SQL Join Tables on Closest Date BEFORE Shipped Date - sql-server

This may appear to be a repeat question but it is not because the other solutions in the forum don't work in this situation.
This is a query to our ERP database that is trying to get the final cost of goods sold total for parts. Basically the ERP makes it easy to get all the direct costs out but doesn't calculate scrap costs.
Where I'm stuck is in the sub query in the FROM section marked:
>>>>>>HELP NEEDED STARTING HERE
The sub query, as it is now written, pulls out all the shipments to our scrap vendor and gets a monthly average rate per pound, then joins to the other tables based on alloy type, month and year.
My Finance Department has told me the average is not a good solution, since some metal prices fluctuate too much or they don't sell the scrap metal in the same month the parts shipped so this won't work.
I need to get the rate we are paid for scrap metal from the closest date before the part was shipped from our facility.
I've found other examples on Stack Overflow that show ways to do this but the main tables and the sub query tables overlap so the other solutions I've seen have failed. I have commented in the code below to show and explain this.
I'm totally open to the idea I've approached this wrong.
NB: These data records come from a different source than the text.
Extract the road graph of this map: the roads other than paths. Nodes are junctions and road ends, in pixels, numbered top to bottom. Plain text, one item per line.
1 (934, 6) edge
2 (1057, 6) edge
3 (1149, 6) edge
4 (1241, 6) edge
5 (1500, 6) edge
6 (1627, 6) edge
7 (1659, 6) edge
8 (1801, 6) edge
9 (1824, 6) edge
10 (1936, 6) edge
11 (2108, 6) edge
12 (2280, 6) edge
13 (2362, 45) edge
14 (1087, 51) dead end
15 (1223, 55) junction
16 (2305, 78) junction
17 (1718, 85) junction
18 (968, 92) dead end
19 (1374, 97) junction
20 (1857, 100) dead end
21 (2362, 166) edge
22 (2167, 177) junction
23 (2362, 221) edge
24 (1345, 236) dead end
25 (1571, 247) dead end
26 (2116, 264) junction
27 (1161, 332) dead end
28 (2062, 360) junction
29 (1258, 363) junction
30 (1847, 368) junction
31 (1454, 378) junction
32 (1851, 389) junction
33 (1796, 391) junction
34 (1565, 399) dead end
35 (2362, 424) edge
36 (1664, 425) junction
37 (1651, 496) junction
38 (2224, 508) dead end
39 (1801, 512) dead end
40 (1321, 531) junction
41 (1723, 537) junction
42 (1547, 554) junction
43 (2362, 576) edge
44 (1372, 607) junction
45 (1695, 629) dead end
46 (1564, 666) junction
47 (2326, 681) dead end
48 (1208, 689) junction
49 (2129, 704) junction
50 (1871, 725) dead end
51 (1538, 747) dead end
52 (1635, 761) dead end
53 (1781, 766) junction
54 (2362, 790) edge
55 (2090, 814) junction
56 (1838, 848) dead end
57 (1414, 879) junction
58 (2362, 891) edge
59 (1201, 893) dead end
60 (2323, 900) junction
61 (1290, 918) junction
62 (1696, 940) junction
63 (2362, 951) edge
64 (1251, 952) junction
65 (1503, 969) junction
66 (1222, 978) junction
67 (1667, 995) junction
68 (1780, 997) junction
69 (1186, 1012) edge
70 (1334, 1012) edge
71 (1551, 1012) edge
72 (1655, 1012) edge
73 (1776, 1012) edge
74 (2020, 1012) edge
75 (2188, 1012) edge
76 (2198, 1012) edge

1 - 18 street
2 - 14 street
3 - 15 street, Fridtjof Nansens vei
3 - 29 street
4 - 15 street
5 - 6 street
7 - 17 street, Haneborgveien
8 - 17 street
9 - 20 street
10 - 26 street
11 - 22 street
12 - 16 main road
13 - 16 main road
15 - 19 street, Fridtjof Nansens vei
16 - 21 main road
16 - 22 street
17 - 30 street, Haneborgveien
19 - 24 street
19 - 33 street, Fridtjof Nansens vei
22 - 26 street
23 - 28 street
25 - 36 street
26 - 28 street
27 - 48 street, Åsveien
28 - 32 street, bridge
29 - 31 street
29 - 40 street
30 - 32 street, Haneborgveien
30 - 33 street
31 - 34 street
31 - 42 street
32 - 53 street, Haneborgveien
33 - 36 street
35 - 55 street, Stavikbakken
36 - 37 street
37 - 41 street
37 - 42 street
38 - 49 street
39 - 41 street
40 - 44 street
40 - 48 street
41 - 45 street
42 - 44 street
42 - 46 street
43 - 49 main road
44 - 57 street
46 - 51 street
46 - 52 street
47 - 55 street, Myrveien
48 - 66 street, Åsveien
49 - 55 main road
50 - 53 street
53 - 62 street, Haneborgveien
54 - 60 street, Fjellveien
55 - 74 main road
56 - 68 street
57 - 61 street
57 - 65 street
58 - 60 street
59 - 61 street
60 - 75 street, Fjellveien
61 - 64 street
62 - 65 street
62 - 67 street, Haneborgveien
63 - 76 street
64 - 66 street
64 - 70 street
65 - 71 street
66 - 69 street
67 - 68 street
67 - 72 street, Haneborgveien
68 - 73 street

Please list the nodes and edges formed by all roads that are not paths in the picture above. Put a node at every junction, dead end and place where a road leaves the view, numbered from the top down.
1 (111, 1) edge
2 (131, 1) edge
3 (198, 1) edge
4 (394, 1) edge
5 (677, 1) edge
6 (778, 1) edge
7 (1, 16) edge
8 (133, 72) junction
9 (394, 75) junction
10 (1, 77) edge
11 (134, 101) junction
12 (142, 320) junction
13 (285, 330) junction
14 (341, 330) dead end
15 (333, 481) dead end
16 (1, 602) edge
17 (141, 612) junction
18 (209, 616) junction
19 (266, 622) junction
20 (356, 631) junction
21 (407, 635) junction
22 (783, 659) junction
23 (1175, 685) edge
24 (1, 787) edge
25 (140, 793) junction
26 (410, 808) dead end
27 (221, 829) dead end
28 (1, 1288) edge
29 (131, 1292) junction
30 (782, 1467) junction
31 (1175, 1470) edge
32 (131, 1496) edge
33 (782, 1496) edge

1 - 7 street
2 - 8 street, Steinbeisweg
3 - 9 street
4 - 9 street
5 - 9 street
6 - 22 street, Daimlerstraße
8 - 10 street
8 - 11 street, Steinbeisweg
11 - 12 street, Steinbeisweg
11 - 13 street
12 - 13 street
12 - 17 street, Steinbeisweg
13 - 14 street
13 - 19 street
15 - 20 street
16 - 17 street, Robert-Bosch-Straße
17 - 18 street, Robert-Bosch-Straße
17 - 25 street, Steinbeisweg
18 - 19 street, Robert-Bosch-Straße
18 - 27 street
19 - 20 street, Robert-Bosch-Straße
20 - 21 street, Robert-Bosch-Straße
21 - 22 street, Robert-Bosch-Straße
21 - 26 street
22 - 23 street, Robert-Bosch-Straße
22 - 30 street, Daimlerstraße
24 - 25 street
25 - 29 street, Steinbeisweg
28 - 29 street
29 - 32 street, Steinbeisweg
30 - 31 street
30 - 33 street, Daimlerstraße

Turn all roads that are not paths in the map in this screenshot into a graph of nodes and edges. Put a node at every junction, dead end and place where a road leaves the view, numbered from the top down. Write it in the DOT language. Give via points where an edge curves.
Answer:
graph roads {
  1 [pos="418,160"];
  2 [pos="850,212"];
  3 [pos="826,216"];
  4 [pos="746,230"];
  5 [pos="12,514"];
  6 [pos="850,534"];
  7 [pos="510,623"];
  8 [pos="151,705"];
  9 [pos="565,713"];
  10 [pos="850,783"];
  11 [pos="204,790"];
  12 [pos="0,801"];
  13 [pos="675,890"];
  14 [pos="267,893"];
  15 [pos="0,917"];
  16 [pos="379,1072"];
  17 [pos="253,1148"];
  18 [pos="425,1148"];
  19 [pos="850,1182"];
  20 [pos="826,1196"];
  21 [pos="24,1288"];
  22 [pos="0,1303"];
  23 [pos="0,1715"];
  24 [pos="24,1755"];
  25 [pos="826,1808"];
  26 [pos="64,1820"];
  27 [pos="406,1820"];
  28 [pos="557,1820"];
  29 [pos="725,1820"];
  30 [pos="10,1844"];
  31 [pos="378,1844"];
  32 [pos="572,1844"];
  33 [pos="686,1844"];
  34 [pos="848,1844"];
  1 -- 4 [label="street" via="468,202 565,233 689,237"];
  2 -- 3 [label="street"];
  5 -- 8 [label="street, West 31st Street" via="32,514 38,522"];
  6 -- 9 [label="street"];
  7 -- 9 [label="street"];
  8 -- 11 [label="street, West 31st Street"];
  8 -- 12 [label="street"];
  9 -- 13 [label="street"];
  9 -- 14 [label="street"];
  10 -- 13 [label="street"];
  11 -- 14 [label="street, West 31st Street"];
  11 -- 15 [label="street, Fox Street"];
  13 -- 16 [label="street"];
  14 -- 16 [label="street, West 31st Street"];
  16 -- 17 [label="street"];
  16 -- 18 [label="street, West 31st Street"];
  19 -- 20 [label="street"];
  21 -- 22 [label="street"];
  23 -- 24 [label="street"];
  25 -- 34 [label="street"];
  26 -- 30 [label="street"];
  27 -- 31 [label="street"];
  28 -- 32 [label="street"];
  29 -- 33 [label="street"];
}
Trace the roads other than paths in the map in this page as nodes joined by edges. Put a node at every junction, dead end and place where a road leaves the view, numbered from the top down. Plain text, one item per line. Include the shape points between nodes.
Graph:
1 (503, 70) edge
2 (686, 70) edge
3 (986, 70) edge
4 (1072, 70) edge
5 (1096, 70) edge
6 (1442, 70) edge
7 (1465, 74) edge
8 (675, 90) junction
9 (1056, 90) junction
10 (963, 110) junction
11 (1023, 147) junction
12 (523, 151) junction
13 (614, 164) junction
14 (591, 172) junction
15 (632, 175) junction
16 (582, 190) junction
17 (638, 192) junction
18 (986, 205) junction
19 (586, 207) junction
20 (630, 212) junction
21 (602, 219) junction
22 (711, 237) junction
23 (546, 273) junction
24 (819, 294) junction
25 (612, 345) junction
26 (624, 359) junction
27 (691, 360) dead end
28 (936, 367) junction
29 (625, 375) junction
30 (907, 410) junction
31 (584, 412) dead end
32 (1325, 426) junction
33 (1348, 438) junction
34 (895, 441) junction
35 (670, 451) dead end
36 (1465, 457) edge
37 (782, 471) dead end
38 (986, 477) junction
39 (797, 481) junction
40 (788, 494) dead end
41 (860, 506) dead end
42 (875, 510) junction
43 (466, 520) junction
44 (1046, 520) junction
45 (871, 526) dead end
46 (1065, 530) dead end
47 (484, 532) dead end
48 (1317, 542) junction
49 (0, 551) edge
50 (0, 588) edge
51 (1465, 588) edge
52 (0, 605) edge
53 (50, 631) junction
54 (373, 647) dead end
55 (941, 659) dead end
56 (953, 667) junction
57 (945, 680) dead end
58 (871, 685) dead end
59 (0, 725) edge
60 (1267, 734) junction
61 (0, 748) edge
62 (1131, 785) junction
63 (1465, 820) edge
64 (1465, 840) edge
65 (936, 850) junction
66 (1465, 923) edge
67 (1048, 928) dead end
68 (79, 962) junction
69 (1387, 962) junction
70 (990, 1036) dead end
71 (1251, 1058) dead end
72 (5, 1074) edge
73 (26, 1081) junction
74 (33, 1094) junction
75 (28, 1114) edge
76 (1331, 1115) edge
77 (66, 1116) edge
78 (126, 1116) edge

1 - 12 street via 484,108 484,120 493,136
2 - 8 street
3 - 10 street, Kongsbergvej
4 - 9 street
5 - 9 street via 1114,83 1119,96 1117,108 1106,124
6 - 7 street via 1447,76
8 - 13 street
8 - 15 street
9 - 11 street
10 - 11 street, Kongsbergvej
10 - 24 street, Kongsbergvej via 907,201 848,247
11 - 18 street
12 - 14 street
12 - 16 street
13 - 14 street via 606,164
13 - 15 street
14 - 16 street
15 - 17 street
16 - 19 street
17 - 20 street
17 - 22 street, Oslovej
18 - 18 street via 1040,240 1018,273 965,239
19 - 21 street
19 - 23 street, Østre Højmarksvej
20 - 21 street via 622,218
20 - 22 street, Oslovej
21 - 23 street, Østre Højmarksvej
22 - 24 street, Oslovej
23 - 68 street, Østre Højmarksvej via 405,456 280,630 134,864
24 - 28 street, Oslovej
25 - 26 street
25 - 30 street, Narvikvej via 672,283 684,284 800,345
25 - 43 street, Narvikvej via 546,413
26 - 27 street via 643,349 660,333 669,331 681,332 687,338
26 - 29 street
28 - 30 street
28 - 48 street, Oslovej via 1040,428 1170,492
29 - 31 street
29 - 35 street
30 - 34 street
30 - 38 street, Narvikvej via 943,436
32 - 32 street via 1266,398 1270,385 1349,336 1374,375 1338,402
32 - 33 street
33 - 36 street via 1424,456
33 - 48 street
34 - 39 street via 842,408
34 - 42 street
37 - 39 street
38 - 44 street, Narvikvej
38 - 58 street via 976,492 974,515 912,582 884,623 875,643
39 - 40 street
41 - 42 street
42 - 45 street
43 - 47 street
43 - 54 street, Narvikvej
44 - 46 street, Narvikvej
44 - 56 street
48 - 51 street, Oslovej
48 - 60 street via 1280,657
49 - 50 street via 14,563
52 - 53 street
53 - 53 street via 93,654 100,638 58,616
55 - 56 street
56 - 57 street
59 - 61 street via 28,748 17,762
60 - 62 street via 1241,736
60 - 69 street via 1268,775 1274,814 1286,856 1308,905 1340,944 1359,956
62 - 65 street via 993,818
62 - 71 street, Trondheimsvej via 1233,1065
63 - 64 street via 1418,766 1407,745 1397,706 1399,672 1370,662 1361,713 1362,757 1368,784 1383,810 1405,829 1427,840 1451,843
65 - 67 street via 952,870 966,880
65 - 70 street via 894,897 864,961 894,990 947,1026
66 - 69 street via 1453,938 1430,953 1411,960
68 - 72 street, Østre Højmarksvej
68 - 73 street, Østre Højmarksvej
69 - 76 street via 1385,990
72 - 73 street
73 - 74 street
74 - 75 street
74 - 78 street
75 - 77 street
How can I make this work?
DECLARE #Date_From AS DATETIME;
DECLARE #Date_To AS DATETIME;
SET #Date_From = '2016-10-01 00:00:00.000';
SET #Date_To = GETDATE() ;
-- Start Main query
SELECT TOP 10
CCustomer.Customer_Type AS 'Industry'
,SShipper.Ship_Date AS 'Ship_Date'
,SSContainer.Serial_No AS 'Serial_No'
,PPart.Grade AS 'Alloy'
,tbl_ScrapValue.Scrap_Value_per_lb AS 'Scap_Value_per_lb'
FROM
Sales_v_Shipper_Line AS SSLine
JOIN Sales_v_Shipper AS SShipper
ON SShipper.Shipper_Key = SSLine.Shipper_Key
JOIN Part_v_Part AS PPart
ON SSLine.Part_Key = PPart.Part_Key
JOIN Common_v_Customer AS CCustomer
ON SShipper.Customer_No = CCustomer.Customer_No
-- >>>>>>HELP NEEDED STARTING HERE
-- Below is the sub query that pulls the scrap sales value per pound.
-- The key point is that both shipments to our customers of real parts,
-- and the 'shipments' of scrap metal sales come from the same tables,
-- mainly Part_v_Part and Sales_v_Shipper, because of that the other
--solutions for the 'join by closest date' in the forums don't work.
LEFT OUTER JOIN (SELECT
MONTH(SShipper.Ship_Date) AS 'Scrap_Ship_Month'
,YEAR(SShipper.SHip_Date) AS 'Scrap_Ship_Year'
,PPart.Grade AS 'Alloy'
,AVG(AARIDist.Unit_Price) AS 'Scrap_Value_per_lb'
FROM
Sales_v_Shipper AS SShipper
JOIN Sales_v_Shipper_Line AS SS_Line
ON SShipper.Shipper_Key = SS_Line.Shipper_Key
JOIN Part_v_Part AS PPart
ON SS_Line.Part_Key = PPart.Part_Key
JOIN Common_v_Customer AS CCustomer
ON SShipper.Customer_No = CCustomer.Customer_No
WHERE CCustomer.Customer_Code = 'Scrap_Vendor'
AND SSHipper.Ship_Date <= #Date_To
GROUP BY
MONTH(SShipper.Ship_Date)
,YEAR(SShipper.SHip_Date)
,PPart.Grade
) AS tbl_ScrapValue
ON PPart.Grade = tbl_ScrapValue.Alloy
AND
YEAR(SShipper.Ship_Date) = YEAR(tbl_ScrapValue.Scrap_Ship_Year)
AND
MONTH(SShipper.Ship_Date) =(tbl_ScrapValue.Scrap_Ship_Month)
--- >>>>HELP NEEDED ENDS HERE
WHERE
AND SShipper.Ship_Date >= #Date_From
AND SSHipper.Ship_Date <= #Date_To
GROUP BY
SShipper.Shipper_No
,SShipper.Ship_Date
,CCustomer.Customer_Type
,SSContainer.Quantity
,PPart.Grade
Here's a sample output from the query above, as you can see the 'Scrap_Value_per_lb' is failing:
[![Sample_Output][1]][1]
Industry Ship_Date Serial_No Alloy Scap_Value_per_lb
Material Processing 17-Oct-16 4:47:00 PM S472091 C182 NULL
Material Processing 17-Oct-16 4:47:00 PM S472210 C182 NULL
Material Processing 17-Oct-16 4:47:00 PM S472211 C182 NULL
Electronics 17-Oct-16 4:27:00 PM S436738 C180 NULL
Electronics 17-Oct-16 4:27:00 PM S463290 C180 NULL
Electronics 17-Oct-16 4:27:00 PM S463315 C180 NULL
Electronics 17-Oct-16 4:27:00 PM S463327 C180 NULL
Electronics 17-Oct-16 4:27:00 PM S463333 C180 NULL
Electronics 17-Oct-16 4:27:00 PM S463345 C180 NULL
Electronics 17-Oct-16 4:27:00 PM S463354 C180 NULL
Update
This was edited a second time #7am 10/19/2016 to simplify code further, added comments in code to clarify based on feedback from others.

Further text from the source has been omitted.